Avaliação: Os alunos serão avaliados pelo desempenho geral nas atividades práticas
programadas e pela apresentação de seminário em tema selecionado no início da disciplina.
Programa: A disciplina será dividida em dois núcleos semanais de seis horas diárias. O
período da manhã será reservado às aulas teóricas, e o período da tarde será reservado às aulas
práticas. O conteúdo programático da disciplina foi dividido da seguinte forma, para um total
de dez dias:
Aula 1
Teórica: Apresentação da disciplina. Introdução aos conceitos teóricos em sistemática
filogenética: ancestralidade e derivação, homologia/analogia, sinapomorfias e plesiomorfias,
árvores filogenéticas.Breve histórico da sistemática filogenética: da botânica clássica à
moderna sistemática molecular.
Prática: extração de DNA total
Aula 2
Teórica: Conceitos teóricos em sistemática filogenética – continuação: monofilia, parafilia e
polifilia; convergências e paralelismos, árvores filogenéticas. Caracteres e estados de caráter.

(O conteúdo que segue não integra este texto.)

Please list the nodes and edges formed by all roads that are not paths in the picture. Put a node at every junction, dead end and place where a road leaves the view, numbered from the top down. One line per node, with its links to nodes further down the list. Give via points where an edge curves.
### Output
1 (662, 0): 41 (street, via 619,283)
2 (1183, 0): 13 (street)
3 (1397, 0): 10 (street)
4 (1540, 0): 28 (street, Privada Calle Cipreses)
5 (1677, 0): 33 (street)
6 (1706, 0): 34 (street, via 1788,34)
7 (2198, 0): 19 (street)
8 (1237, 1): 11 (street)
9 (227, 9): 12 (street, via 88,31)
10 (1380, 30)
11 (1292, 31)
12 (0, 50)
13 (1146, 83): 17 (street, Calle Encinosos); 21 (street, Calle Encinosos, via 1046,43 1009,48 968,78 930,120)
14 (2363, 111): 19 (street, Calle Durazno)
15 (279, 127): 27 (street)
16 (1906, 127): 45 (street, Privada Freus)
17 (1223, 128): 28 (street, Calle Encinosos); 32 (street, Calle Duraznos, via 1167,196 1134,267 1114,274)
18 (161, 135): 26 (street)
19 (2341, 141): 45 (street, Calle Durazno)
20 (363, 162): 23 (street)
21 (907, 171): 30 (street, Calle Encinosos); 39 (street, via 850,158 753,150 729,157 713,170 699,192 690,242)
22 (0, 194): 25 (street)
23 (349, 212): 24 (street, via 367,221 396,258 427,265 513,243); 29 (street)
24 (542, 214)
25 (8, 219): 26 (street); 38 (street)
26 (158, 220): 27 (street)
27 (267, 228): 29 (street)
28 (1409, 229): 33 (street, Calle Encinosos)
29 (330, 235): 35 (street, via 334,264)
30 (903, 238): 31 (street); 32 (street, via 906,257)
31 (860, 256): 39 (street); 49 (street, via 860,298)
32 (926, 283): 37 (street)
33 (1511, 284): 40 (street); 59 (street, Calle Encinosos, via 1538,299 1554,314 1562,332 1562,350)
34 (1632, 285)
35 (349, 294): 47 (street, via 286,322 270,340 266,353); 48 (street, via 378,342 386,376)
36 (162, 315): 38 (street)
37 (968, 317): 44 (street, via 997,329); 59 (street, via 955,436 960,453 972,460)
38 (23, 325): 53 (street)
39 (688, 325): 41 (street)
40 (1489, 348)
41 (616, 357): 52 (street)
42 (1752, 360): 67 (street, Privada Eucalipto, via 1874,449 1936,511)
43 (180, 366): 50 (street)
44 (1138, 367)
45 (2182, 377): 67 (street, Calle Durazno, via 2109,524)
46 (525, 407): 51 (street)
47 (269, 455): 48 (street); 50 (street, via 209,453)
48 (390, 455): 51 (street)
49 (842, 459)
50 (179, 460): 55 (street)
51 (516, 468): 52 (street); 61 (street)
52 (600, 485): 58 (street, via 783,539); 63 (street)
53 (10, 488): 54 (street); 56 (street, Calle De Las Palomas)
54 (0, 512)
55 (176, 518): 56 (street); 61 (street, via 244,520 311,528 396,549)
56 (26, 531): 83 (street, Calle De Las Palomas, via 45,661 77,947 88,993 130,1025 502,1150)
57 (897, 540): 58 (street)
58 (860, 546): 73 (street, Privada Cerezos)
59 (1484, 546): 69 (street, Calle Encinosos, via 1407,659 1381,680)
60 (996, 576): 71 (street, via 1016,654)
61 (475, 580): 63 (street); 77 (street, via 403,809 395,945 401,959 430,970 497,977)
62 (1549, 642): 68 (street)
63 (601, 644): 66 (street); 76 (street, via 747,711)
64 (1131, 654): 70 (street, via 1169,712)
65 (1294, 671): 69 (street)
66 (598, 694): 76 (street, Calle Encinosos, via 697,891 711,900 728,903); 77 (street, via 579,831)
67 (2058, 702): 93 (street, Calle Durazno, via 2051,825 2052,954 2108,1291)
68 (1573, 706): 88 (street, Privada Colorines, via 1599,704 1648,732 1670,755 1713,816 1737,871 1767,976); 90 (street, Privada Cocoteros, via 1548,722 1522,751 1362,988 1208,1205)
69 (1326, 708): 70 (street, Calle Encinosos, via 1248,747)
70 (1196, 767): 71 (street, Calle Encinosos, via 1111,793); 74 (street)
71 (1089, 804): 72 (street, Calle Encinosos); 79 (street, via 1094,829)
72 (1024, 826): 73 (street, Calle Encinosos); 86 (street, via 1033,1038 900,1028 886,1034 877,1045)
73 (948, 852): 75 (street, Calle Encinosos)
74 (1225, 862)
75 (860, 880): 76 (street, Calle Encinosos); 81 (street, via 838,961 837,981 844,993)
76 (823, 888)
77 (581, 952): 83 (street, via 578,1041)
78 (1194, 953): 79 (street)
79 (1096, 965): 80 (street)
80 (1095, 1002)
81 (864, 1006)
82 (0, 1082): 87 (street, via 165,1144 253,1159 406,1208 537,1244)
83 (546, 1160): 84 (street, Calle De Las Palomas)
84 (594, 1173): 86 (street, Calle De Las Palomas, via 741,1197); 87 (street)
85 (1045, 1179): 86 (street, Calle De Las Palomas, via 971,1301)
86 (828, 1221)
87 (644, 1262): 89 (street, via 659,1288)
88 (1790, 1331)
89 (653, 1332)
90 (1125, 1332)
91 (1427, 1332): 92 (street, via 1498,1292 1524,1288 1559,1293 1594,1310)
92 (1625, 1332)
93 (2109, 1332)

Fontes de caracteres moleculares e não-moleculares para reconstrução filogenética.
Introdução à metodologia de amplificação de fragmentos do genoma via reação de PCR
Prática: amplificação de fragmentos por reação de PCR
Aula 3
Teórica: Métodos em biologia molecular: da extração de DNA ao sequenciamento, e
perspectivas futuras.
Prática: amplificação de fragmentos por reação de PCR e checagem dos resultados em gel de
agarose
Aula 4
Teórica: Construção de matrizes de dados. Alinhamento de matrizes: princípios e métodos.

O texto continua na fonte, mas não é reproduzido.